In this case, the data was stored on an unsecured Amazon Web Services (AWS) S3 bucket. S3 buckets are a popular form of cloud storage across the world but require developers to set up the security protocols on their accounts.

The exposed S3 bucket was labeled “csc-bhim”, and our team was quickly able to identify the developers behind the website “www.cscbhim.in” as the owners of the data.

Given the seriousness of the data breach, we contacted India’s Computer Emergency Response Team (CERT-In), which deals with cybersecurity in the country. 

After some time, it appeared CERT-In hadn’t intervened, so we reached out to the website’s developers to notify them of the misconfiguration in their S3 bucket directly and to offer our assistance. however, we also received no reply from the developers.
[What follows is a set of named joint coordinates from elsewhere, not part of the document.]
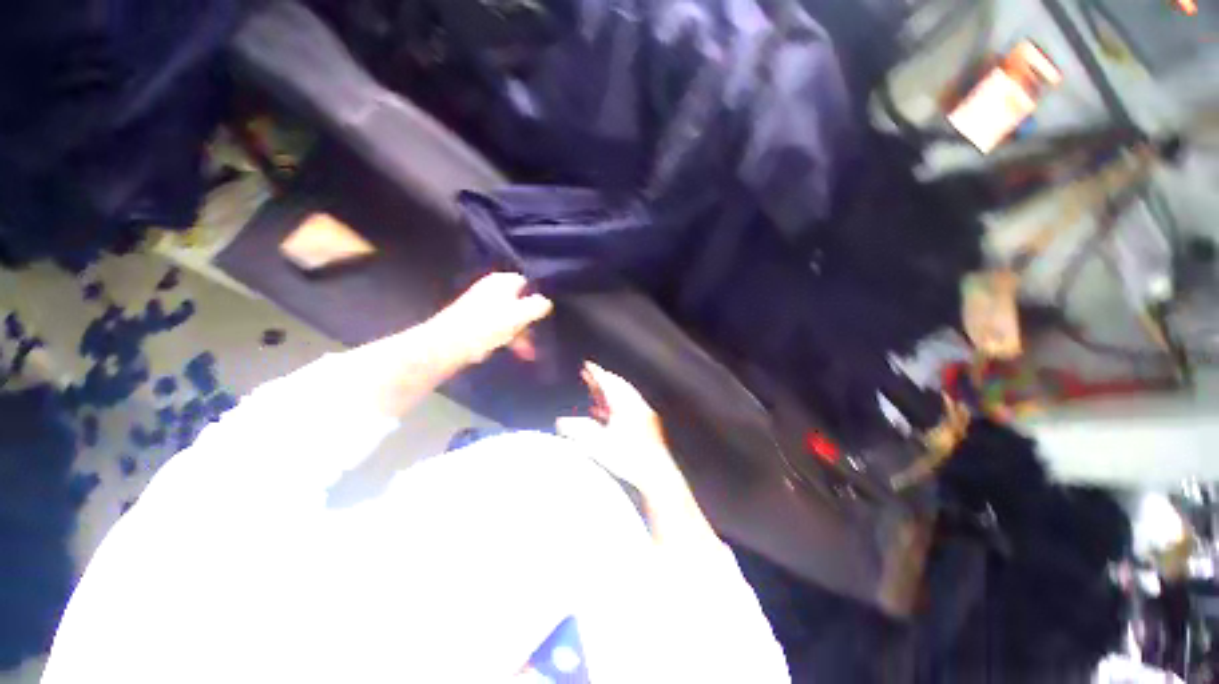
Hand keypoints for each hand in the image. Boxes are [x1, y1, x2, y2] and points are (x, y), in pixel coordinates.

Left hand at [435, 273, 552, 364]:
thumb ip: (537, 306)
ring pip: (509, 318)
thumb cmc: (488, 324)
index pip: (526, 283)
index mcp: (502, 282)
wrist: (450, 343)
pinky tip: (513, 351)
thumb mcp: (520, 314)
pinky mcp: (475, 322)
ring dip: (521, 334)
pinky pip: (498, 328)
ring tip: (528, 353)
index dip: (536, 298)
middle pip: (519, 302)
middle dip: (529, 322)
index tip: (544, 315)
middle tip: (537, 337)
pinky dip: (507, 338)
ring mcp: (482, 306)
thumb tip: (547, 302)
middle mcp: (492, 290)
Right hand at [556, 362, 683, 496]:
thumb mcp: (598, 444)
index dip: (596, 372)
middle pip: (617, 385)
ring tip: (595, 392)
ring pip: (623, 395)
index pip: (608, 382)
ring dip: (608, 391)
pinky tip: (607, 413)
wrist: (656, 473)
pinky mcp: (647, 423)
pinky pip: (628, 405)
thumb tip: (561, 422)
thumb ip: (578, 431)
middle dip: (602, 379)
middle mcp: (635, 404)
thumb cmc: (628, 458)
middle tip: (589, 375)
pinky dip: (616, 404)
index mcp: (624, 404)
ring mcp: (643, 413)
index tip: (587, 365)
Many weeks later, we contacted CERT-In a second time. Shortly thereafter, the breach was closed.

• Date discovered: 23rd April 2020
• Date CERT contacted: 28th April 2020
• Date of Response from CERT: 29th April 2020
• Date Company contacted: 5th May 2020
• Date of 2nd contact with CERT: 22nd May 2020
• Date of Action: approx. 22nd May 2020

Example of Data Entries

It appears CSC established the website connected to the misconfigured S3 Bucket to promote BHIM usage across India and sign up new merchant businesses, such as mechanics, farmers, service providers, and store owners onto the app.

It's difficult to say precisely, but the S3 bucket seemed to contain files from a short period: February 2019. However, even within such a short timeframe, over 7 million files had been uploaded and exposed.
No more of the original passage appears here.